| Excerpted data |
.....
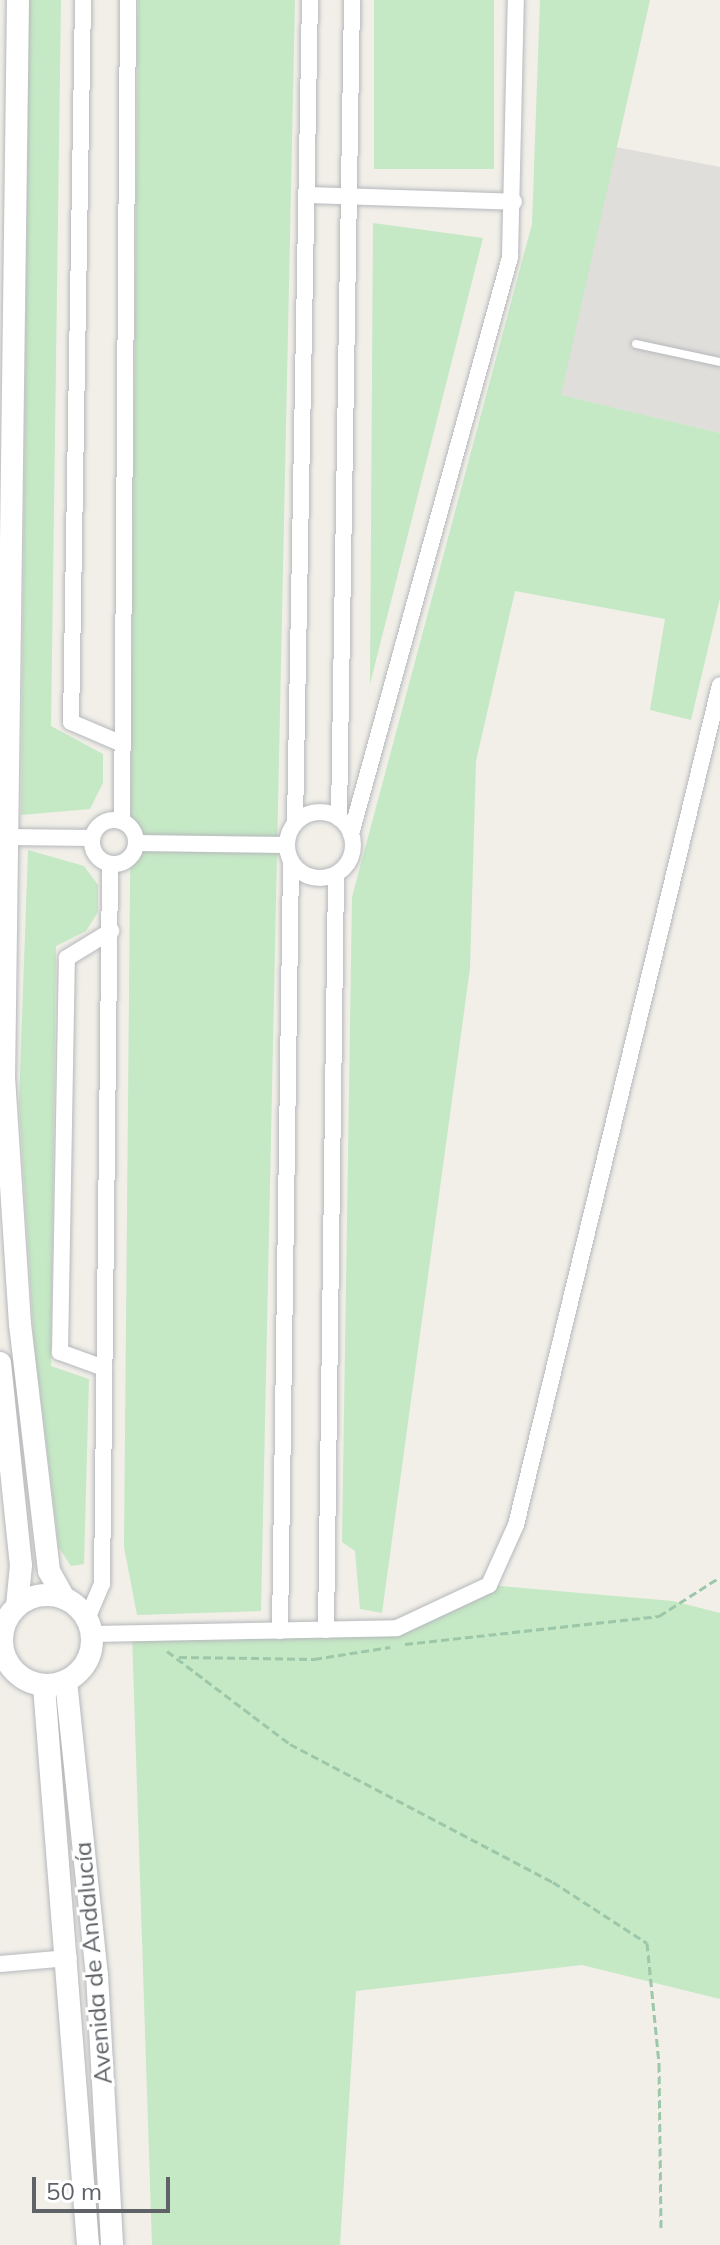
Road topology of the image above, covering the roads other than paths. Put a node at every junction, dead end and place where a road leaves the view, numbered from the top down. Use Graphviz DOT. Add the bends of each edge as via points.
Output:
graph roads {
  1 [pos="18,0"];
  2 [pos="83,0"];
  3 [pos="128,0"];
  4 [pos="310,0"];
  5 [pos="352,0"];
  6 [pos="516,0"];
  7 [pos="308,195"];
  8 [pos="351,197"];
  9 [pos="514,202"];
  10 [pos="636,344"];
  11 [pos="720,362"];
  12 [pos="720,685"];
  13 [pos="120,743"];
  14 [pos="339,818"];
  15 [pos="122,821"];
  16 [pos="295,823"];
  17 [pos="351,834"];
  18 [pos="6,837"];
  19 [pos="92,838"];
  20 [pos="136,843"];
  21 [pos="286,845"];
  22 [pos="291,862"];
  23 [pos="110,864"];
  24 [pos="336,875"];
  25 [pos="111,931"];
  26 [pos="0,1363"];
  27 [pos="104,1368"];
  28 [pos="64,1598"];
  29 [pos="17,1606"];
  30 [pos="90,1627"];
  31 [pos="326,1630"];
  32 [pos="280,1631"];
  33 [pos="1,1649"];
  34 [pos="66,1681"];
  35 [pos="44,1686"];
  36 [pos="69,1958"];
  37 [pos="0,1964"];
  38 [pos="88,2245"];
  39 [pos="112,2245"];
  1 -- 18 [label="street"];
  2 -- 13 [label="street" via="71,722"];
  3 -- 13 [label="street"];
  4 -- 7 [label="street"];
  5 -- 8 [label="street"];
  6 -- 9 [label="street"];
  7 -- 8 [label="street"];
  7 -- 16 [label="street"];
  8 -- 9 [label="street"];
  8 -- 14 [label="street"];
  9 -- 17 [label="street" via="510,257"];
  10 -- 11 [label="lane"];
  12 -- 31 [label="street" via="516,1525 489,1585 397,1628"];
  13 -- 15 [label="street"];
  14 -- 16 [label="street" via="311,813"];
  14 -- 17 [label="street"];
  15 -- 19 [label="street" via="98,826"];
  15 -- 20 [label="street"];
  16 -- 21 [label="street"];
  17 -- 24 [label="street" via="351,858"];
  18 -- 19 [label="street"];
  18 -- 28 [label="street" via="4,1077 20,1324 49,1571"];
  19 -- 23 [label="street" via="96,855"];
  20 -- 21 [label="street"];
  20 -- 23 [label="street" via="129,858"];
  21 -- 22 [label="street"];
  22 -- 24 [label="street" via="313,878"];
  22 -- 32 [label="street"];
  23 -- 25 [label="street"];
  24 -- 31 [label="street"];
  25 -- 27 [label="street"];
  25 -- 27 [label="street" via="67,958 60,1336 60,1352"];
  26 -- 29 [label="street" via="21,1565"];
  27 -- 30 [label="street" via="102,1597"];
  28 -- 29 [label="street" via="39,1595"];
  28 -- 30 [label="street"];
  29 -- 33 [label="street"];
  30 -- 32 [label="street" via="132,1634"];
  30 -- 34 [label="street" via="87,1662"];
  31 -- 32 [label="street"];
  33 -- 35 [label="street" via="17,1674"];
  34 -- 35 [label="street"];
  34 -- 39 [label="street, Avenida de Andalucía" via="97,1975"];
  35 -- 36 [label="street, Avenida de Andalucía"];
  36 -- 37 [label="street"];
  36 -- 38 [label="street, Avenida de Andalucía"];
}
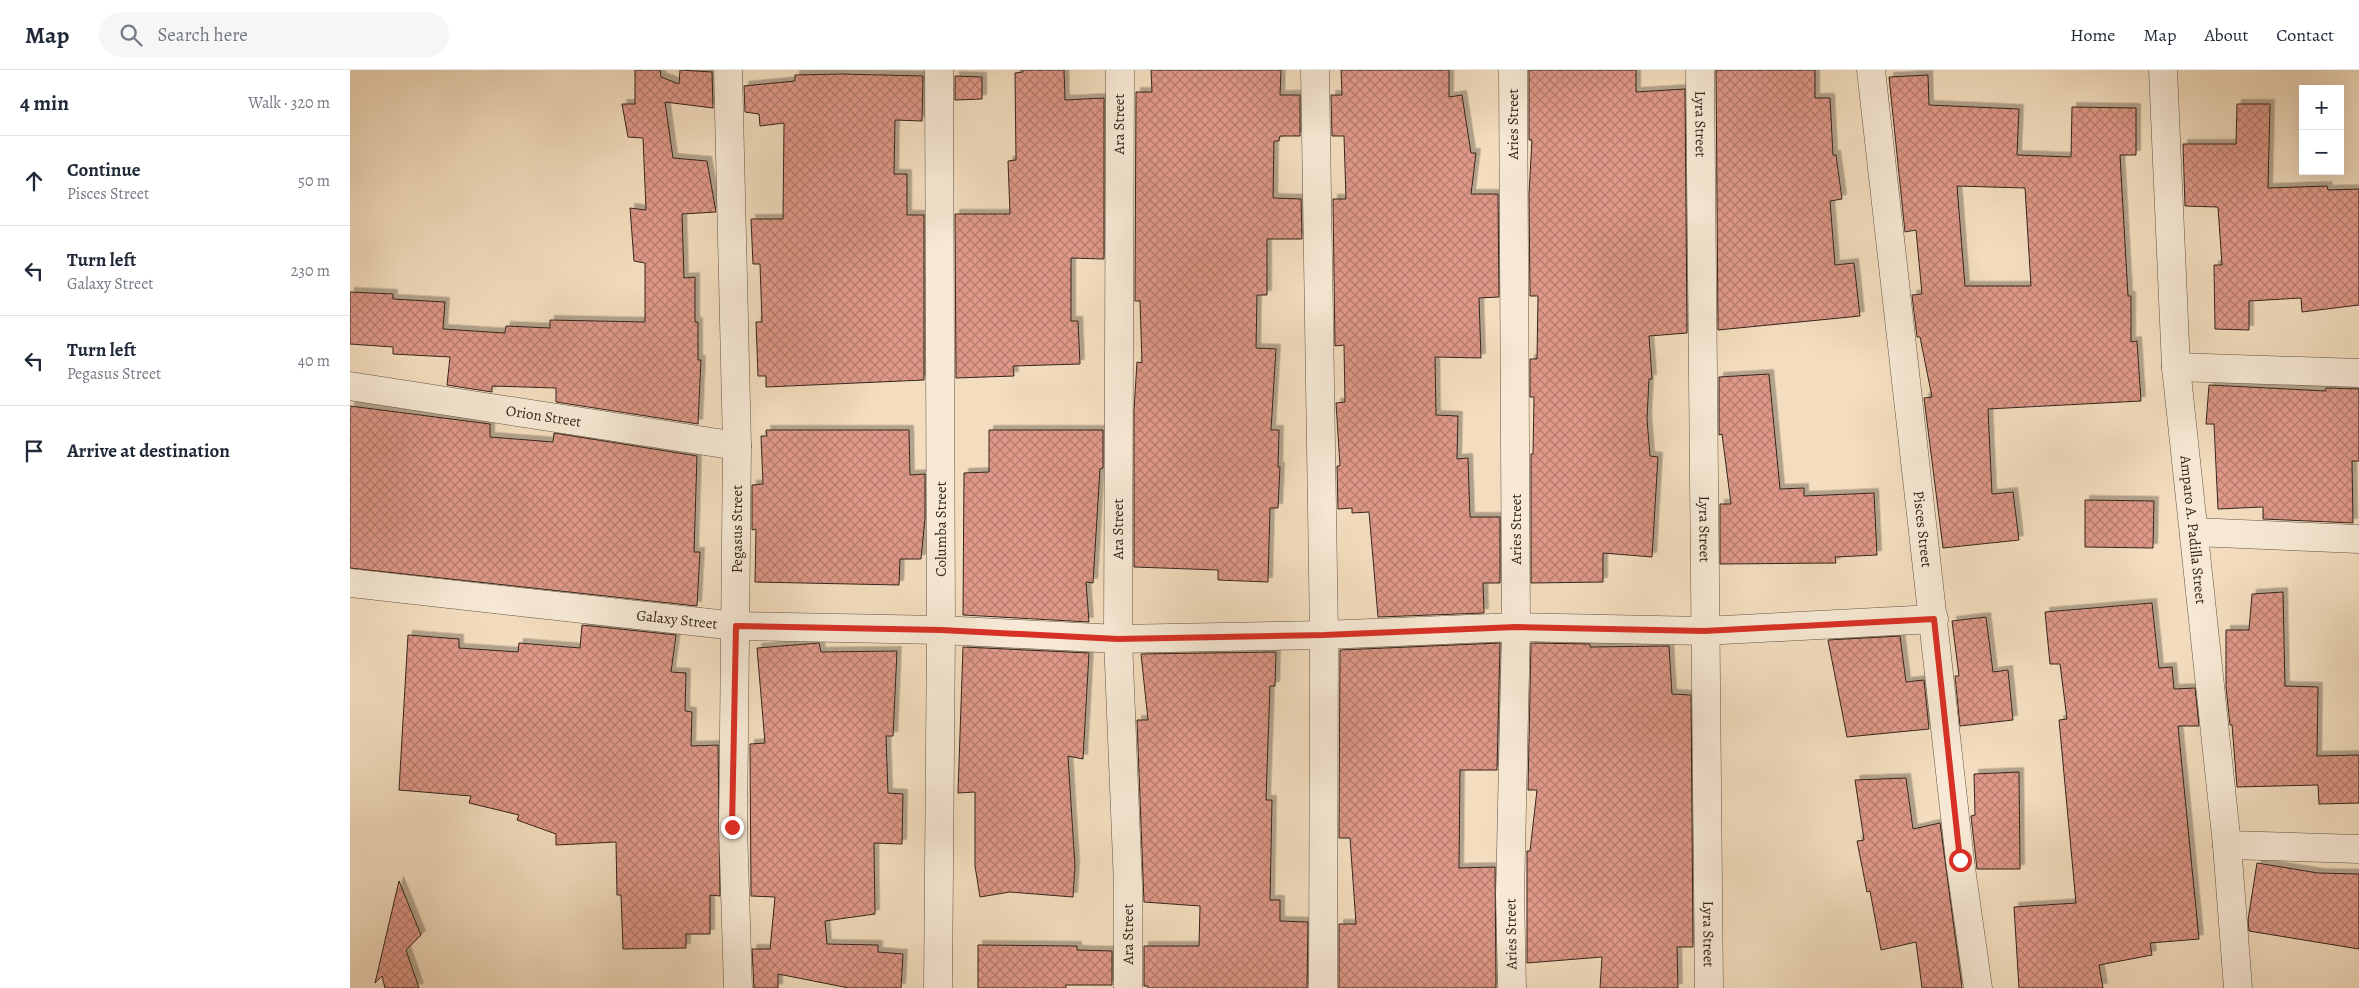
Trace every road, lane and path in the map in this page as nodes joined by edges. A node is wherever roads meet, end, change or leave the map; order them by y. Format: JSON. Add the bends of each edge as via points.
{"nodes":[{"id":1,"x":728,"y":70,"type":"edge"},
{"id":2,"x":939,"y":70,"type":"edge"},
{"id":3,"x":1120,"y":70,"type":"edge"},
{"id":4,"x":1315,"y":70,"type":"edge"},
{"id":5,"x":1513,"y":70,"type":"edge"},
{"id":6,"x":1700,"y":70,"type":"edge"},
{"id":7,"x":1871,"y":70,"type":"edge"},
{"id":8,"x":2163,"y":70,"type":"edge"},
{"id":9,"x":2176,"y":367,"type":"junction"},
{"id":10,"x":2359,"y":373,"type":"edge"},
{"id":11,"x":350,"y":386,"type":"edge"},
{"id":12,"x":738,"y":446,"type":"junction"},
{"id":13,"x":2194,"y":532,"type":"junction"},
{"id":14,"x":2359,"y":539,"type":"edge"},
{"id":15,"x":350,"y":583,"type":"edge"},
{"id":16,"x":1934,"y":619,"type":"junction"},
{"id":17,"x":736,"y":626,"type":"junction"},
{"id":18,"x":1516,"y":627,"type":"junction"},
{"id":19,"x":941,"y":630,"type":"junction"},
{"id":20,"x":1704,"y":631,"type":"junction"},
{"id":21,"x":1324,"y":635,"type":"junction"},
{"id":22,"x":1118,"y":639,"type":"junction"},
{"id":23,"x":2227,"y":845,"type":"junction"},
{"id":24,"x":2359,"y":849,"type":"edge"},
{"id":25,"x":738,"y":988,"type":"edge"},
{"id":26,"x":938,"y":988,"type":"edge"},
{"id":27,"x":1128,"y":988,"type":"edge"},
{"id":28,"x":1323,"y":988,"type":"edge"},
{"id":29,"x":1512,"y":988,"type":"edge"},
{"id":30,"x":1709,"y":988,"type":"edge"},
{"id":31,"x":1978,"y":988,"type":"edge"},
{"id":32,"x":2238,"y":988,"type":"edge"}],
"edges":[{"from":1,"to":12,"type":"street","name":"Pegasus Street"},
{"from":2,"to":19,"type":"street","name":"Columba Street"},
{"from":3,"to":22,"type":"street","name":"Ara Street"},
{"from":4,"to":21,"type":"street"},
{"from":5,"to":18,"type":"street","name":"Aries Street"},
{"from":6,"to":20,"type":"street","name":"Lyra Street"},
{"from":7,"to":16,"type":"street","name":"Pisces Street"},
{"from":8,"to":9,"type":"street","name":"Amparo A. Padilla Street"},
{"from":9,"to":10,"type":"street"},
{"from":9,"to":13,"type":"street","name":"Amparo A. Padilla Street"},
{"from":11,"to":12,"type":"street","name":"Orion Street"},
{"from":12,"to":17,"type":"street","name":"Pegasus Street"},
{"from":13,"to":14,"type":"street"},
{"from":13,"to":23,"type":"street","name":"Amparo A. Padilla Street"},
{"from":15,"to":17,"type":"street","name":"Galaxy Street"},
{"from":16,"to":20,"type":"street","name":"Galaxy Street"},
{"from":16,"to":31,"type":"street","name":"Pisces Street","via":[[1960,860]]},
{"from":17,"to":19,"type":"street","name":"Galaxy Street"},
{"from":17,"to":25,"type":"street","name":"Pegasus Street","via":[[732,827]]},
{"from":18,"to":20,"type":"street","name":"Galaxy Street"},
{"from":18,"to":21,"type":"street","name":"Galaxy Street"},
{"from":18,"to":29,"type":"street","name":"Aries Street","via":[[1510,894]]},
{"from":19,"to":22,"type":"street","name":"Galaxy Street"},
{"from":19,"to":26,"type":"street","name":"Columba Street"},
{"from":20,"to":30,"type":"street","name":"Lyra Street"},
{"from":21,"to":22,"type":"street","name":"Galaxy Street"},
{"from":21,"to":28,"type":"street"},
{"from":22,"to":27,"type":"street","name":"Ara Street","via":[[1128,885]]},
{"from":23,"to":24,"type":"street"},
{"from":23,"to":32,"type":"street","name":"Amparo A. Padilla Street"}]}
.....
| Task requirements |
Wherever the string "Pegasus" occurs in the entries, copy that whole line.

| Solution for this task |
"edges":[{"from":1,"to":12,"type":"street","name":"Pegasus Street"},
{"from":12,"to":17,"type":"street","name":"Pegasus Street"},
{"from":17,"to":25,"type":"street","name":"Pegasus Street","via":[[732,827]]},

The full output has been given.